A Loeb Fellowship from Harvard’s Graduate School of Design will allow Nichols to explore enhancing the Griot as a space for black arts, history and culture, while also increasing the institution’s overall capacity and sustainability. Her efforts coincide with the arrival of the National Geospatial-Intelligence Agency, which promises to reinvigorate the area. 

“As the north side might be changing over the next couple of years, what is the responsibility and the prioritization that we place on black spaces and black-focused cultural institutions?” Nichols said. “I think there’s great opportunity right now.”

‘Heartbreaking for Me’

Last spring, Griot founder Lois Conley announced that an unnamed donor had willed the museum, pictured in this 2016 photo, enough money to operate for one year.
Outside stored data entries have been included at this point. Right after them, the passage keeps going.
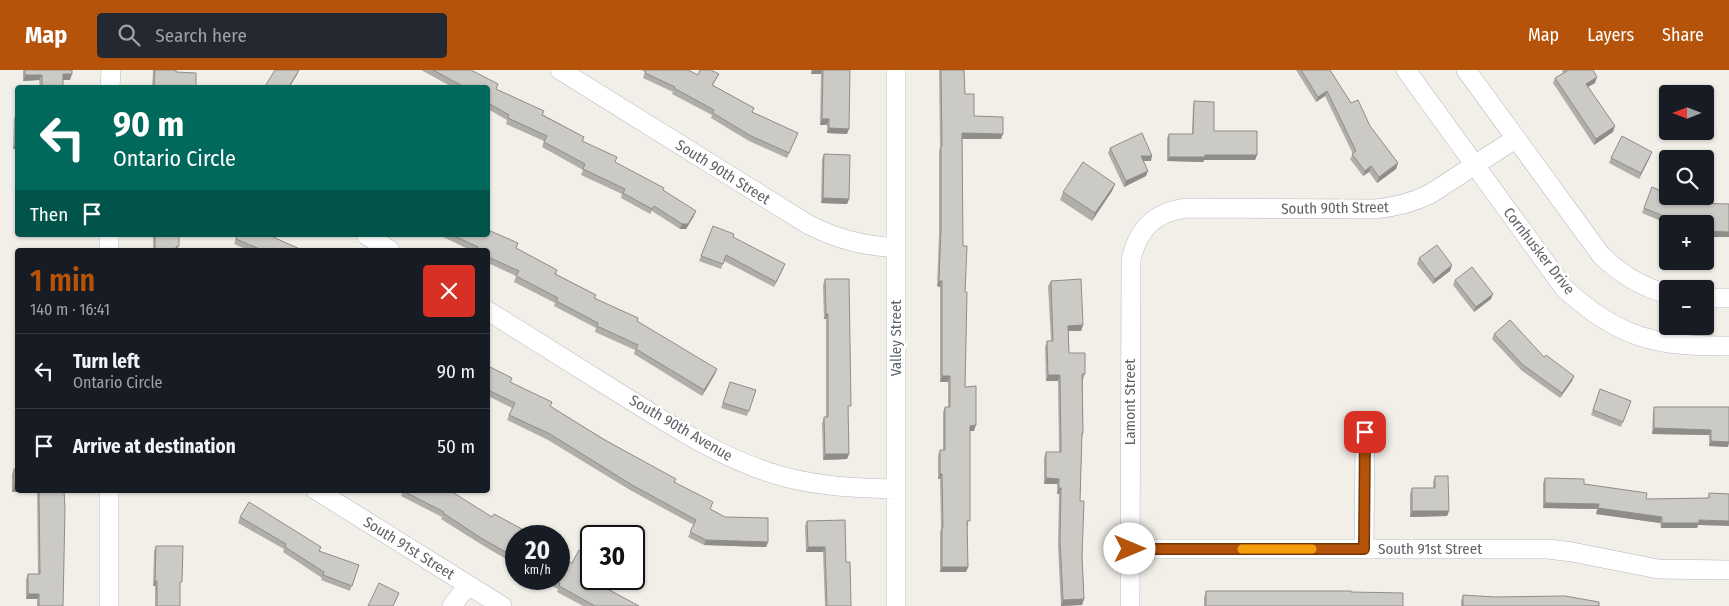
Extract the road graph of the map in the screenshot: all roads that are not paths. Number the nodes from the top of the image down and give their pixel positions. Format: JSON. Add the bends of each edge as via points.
{"nodes":[{"id":1,"x":111,"y":70,"type":"edge"},
{"id":2,"x":560,"y":70,"type":"edge"},
{"id":3,"x":896,"y":70,"type":"edge"},
{"id":4,"x":1406,"y":70,"type":"edge"},
{"id":5,"x":1466,"y":70,"type":"edge"},
{"id":6,"x":110,"y":85,"type":"edge"},
{"id":7,"x":1515,"y":139,"type":"junction"},
{"id":8,"x":1475,"y":166,"type":"junction"},
{"id":9,"x":1166,"y":212,"type":"joint"},
{"id":10,"x":369,"y":237,"type":"edge"},
{"id":11,"x":387,"y":248,"type":"edge"},
{"id":12,"x":896,"y":248,"type":"junction"},
{"id":13,"x":1659,"y":291,"type":"edge"},
{"id":14,"x":1714,"y":298,"type":"edge"},
{"id":15,"x":1729,"y":298,"type":"edge"},
{"id":16,"x":490,"y":312,"type":"edge"},
{"id":17,"x":1729,"y":346,"type":"edge"},
{"id":18,"x":1365,"y":432,"type":"dead end"},
{"id":19,"x":896,"y":489,"type":"junction"},
{"id":20,"x":109,"y":493,"type":"edge"},
{"id":21,"x":321,"y":493,"type":"edge"},
{"id":22,"x":1130,"y":549,"type":"junction"},
{"id":23,"x":1364,"y":549,"type":"junction"},
{"id":24,"x":1729,"y":570,"type":"edge"},
{"id":25,"x":468,"y":585,"type":"junction"},
{"id":26,"x":109,"y":606,"type":"edge"},
{"id":27,"x":452,"y":606,"type":"edge"},
{"id":28,"x":502,"y":606,"type":"edge"},
{"id":29,"x":896,"y":606,"type":"edge"},
{"id":30,"x":1130,"y":606,"type":"edge"}],
"edges":[{"from":1,"to":6,"type":"street"},
{"from":2,"to":12,"type":"street","name":"South 90th Street","via":[[808,225],[848,242]]},
{"from":3,"to":12,"type":"street","name":"Valley Street"},
{"from":4,"to":8,"type":"street","name":"Cornhusker Drive"},
{"from":5,"to":7,"type":"street"},
{"from":7,"to":8,"type":"street","name":"South 90th Street"},
{"from":7,"to":13,"type":"street","via":[[1601,255],[1635,282]]},
{"from":8,"to":9,"type":"street","name":"South 90th Street","via":[[1430,194],[1399,206],[1375,209],[1188,208]]},
{"from":8,"to":17,"type":"street","name":"Cornhusker Drive","via":[[1564,288],[1597,315],[1627,332],[1664,343],[1692,347]]},
{"from":9,"to":22,"type":"street","name":"Lamont Street","via":[[1144,228],[1131,260]]},
{"from":10,"to":11,"type":"street"},
{"from":12,"to":19,"type":"street","name":"Valley Street"},
{"from":14,"to":15,"type":"street"},
{"from":16,"to":19,"type":"street","name":"South 90th Avenue","via":[[676,428],[730,457],[808,483]]},
{"from":18,"to":23,"type":"street"},
{"from":19,"to":29,"type":"street","name":"Valley Street"},
{"from":20,"to":26,"type":"street"},
{"from":21,"to":25,"type":"street","name":"South 91st Street"},
{"from":22,"to":23,"type":"street","name":"South 91st Street"},
{"from":22,"to":30,"type":"street","name":"Lamont Street"},
{"from":23,"to":24,"type":"street","name":"South 91st Street","via":[[1548,550],[1658,569]]},
{"from":25,"to":27,"type":"street"},
{"from":25,"to":28,"type":"street","name":"South 91st Street"}]}
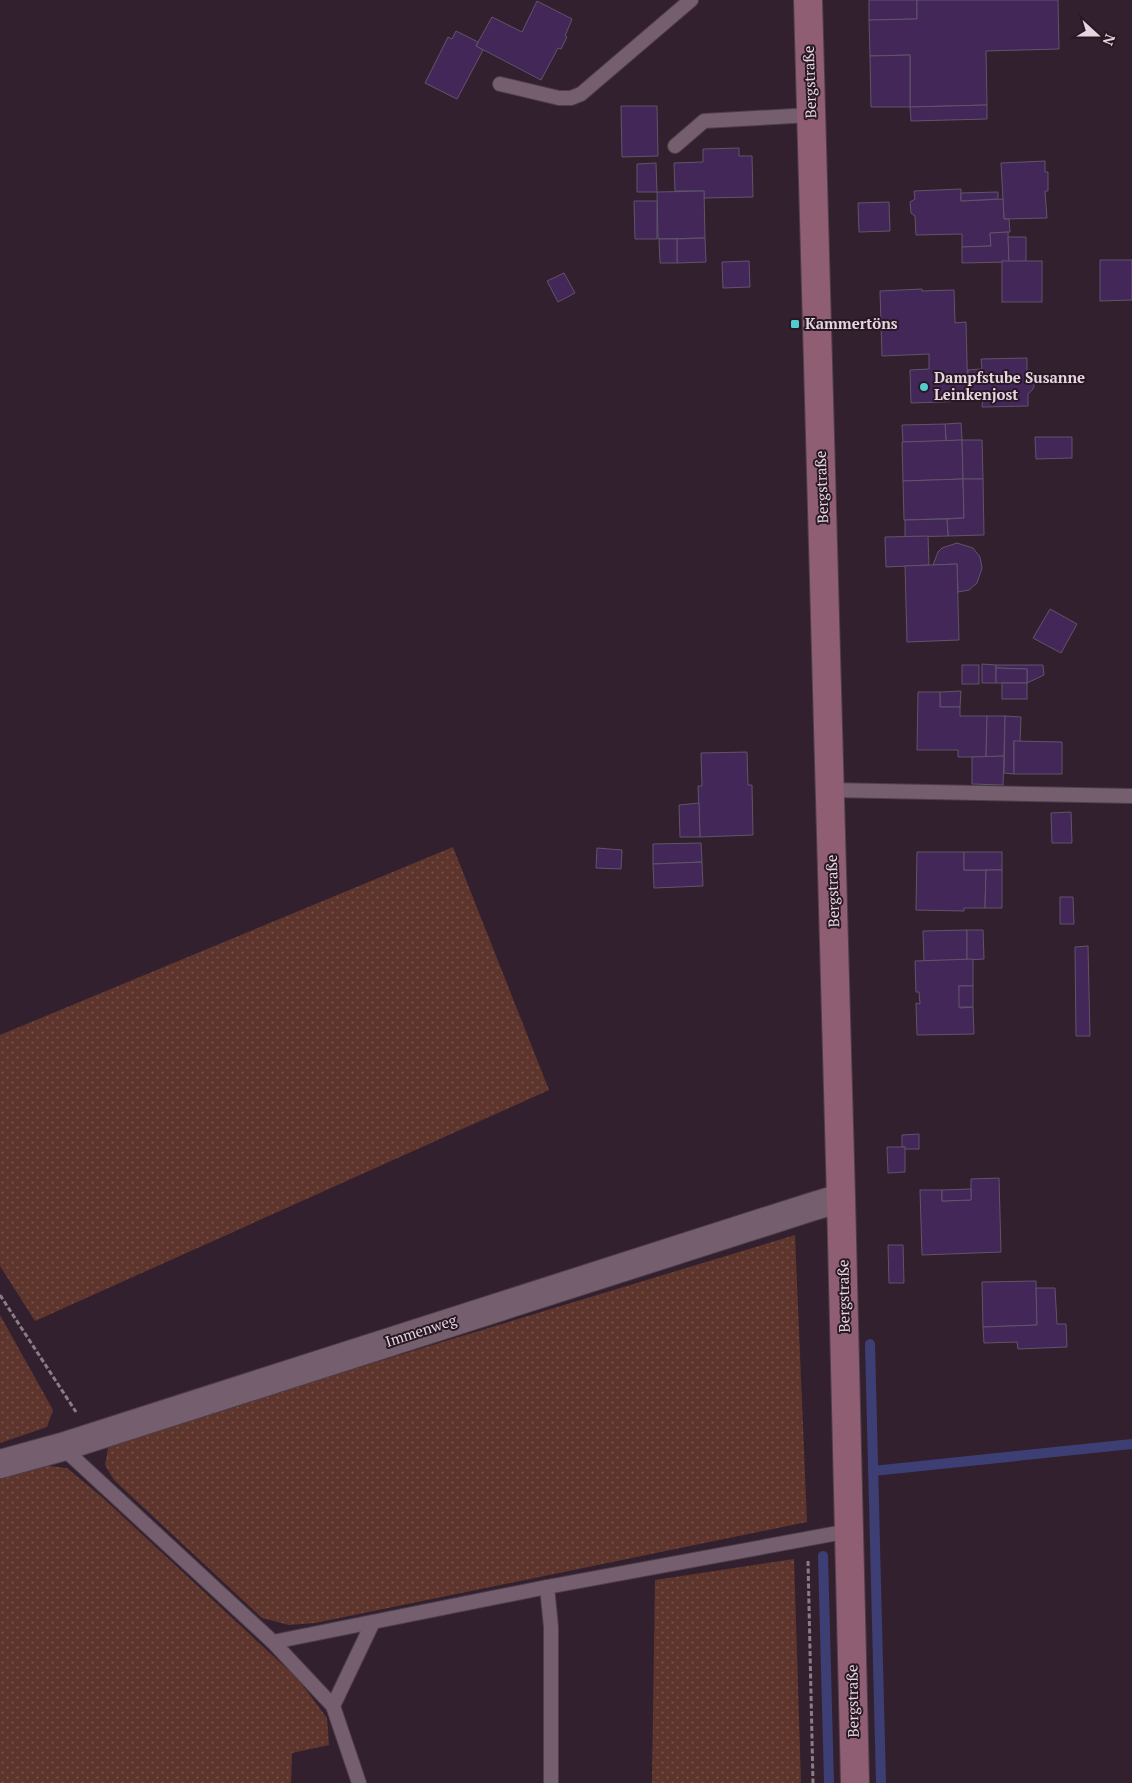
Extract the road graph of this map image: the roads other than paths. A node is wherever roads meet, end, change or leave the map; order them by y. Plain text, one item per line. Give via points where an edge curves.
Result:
1 (691, 0) edge
2 (808, 0) edge
3 (500, 84) dead end
4 (811, 115) junction
5 (675, 146) dead end
6 (830, 790) junction
7 (1132, 796) edge
8 (841, 1198) junction
9 (73, 1443) junction
10 (0, 1464) edge
11 (849, 1531) junction
12 (547, 1587) junction
13 (373, 1622) junction
14 (273, 1642) junction
15 (333, 1706) junction
16 (359, 1783) edge
17 (550, 1783) edge
18 (855, 1783) edge

1 - 3 lane via 581,94 559,98
2 - 4 street, Bergstraße
4 - 5 lane via 704,121
4 - 6 street, Bergstraße
6 - 7 lane
6 - 8 street, Bergstraße
8 - 9 street, Immenweg
8 - 11 street, Bergstraße
9 - 10 street, Immenweg
9 - 14 lane
11 - 12 lane
11 - 18 street, Bergstraße
12 - 13 lane
12 - 17 lane via 551,1627
13 - 14 lane
13 - 15 lane
14 - 15 lane
15 - 16 lane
In addition, a new Growing Griot fund provided by Washington University will help the institution make better use of its space.
Credit Carolina Hidalgo | St. Louis Public Radio

Nichols’ interest in the Griot is driven by her relationship with Lois Conley, who opened the museum in 1997.

“Oh my goodness,” Nichols said. “I light up when I think about Lois.”

The pair forged their friendship over a shared passion for seafood.

“We sit, we eat and we talk,” Nichols said. “A lot of it is her talking about her family and her background and what drove her to start the Griot, and the sense of filling cultural voids that exist in our city.”

African Americans — who make up nearly 47% of the St. Louis population — are woefully unrepresented in exhibition space, Nichols said.

“The fact that we don't have a cultural institution in this city, on the magnitude of some of our other museums and spaces, that is solely dedicated to the culture, the history, the heritage of black people in this city, sometimes is heartbreaking for me,” Nichols said.

As Nichols pursues the fellowship in Boston, her local initiatives, including Food Spark networking for social justice, will go on the back burner. She plans to return to St. Louis after the yearlong fellowship, and sees her work concerning the Griot as a long-term project.

“I'm someone who, when I get fixated on an idea, I just gotta make it happen,” Nichols said. “And so far, I've been good at executing on ideas.”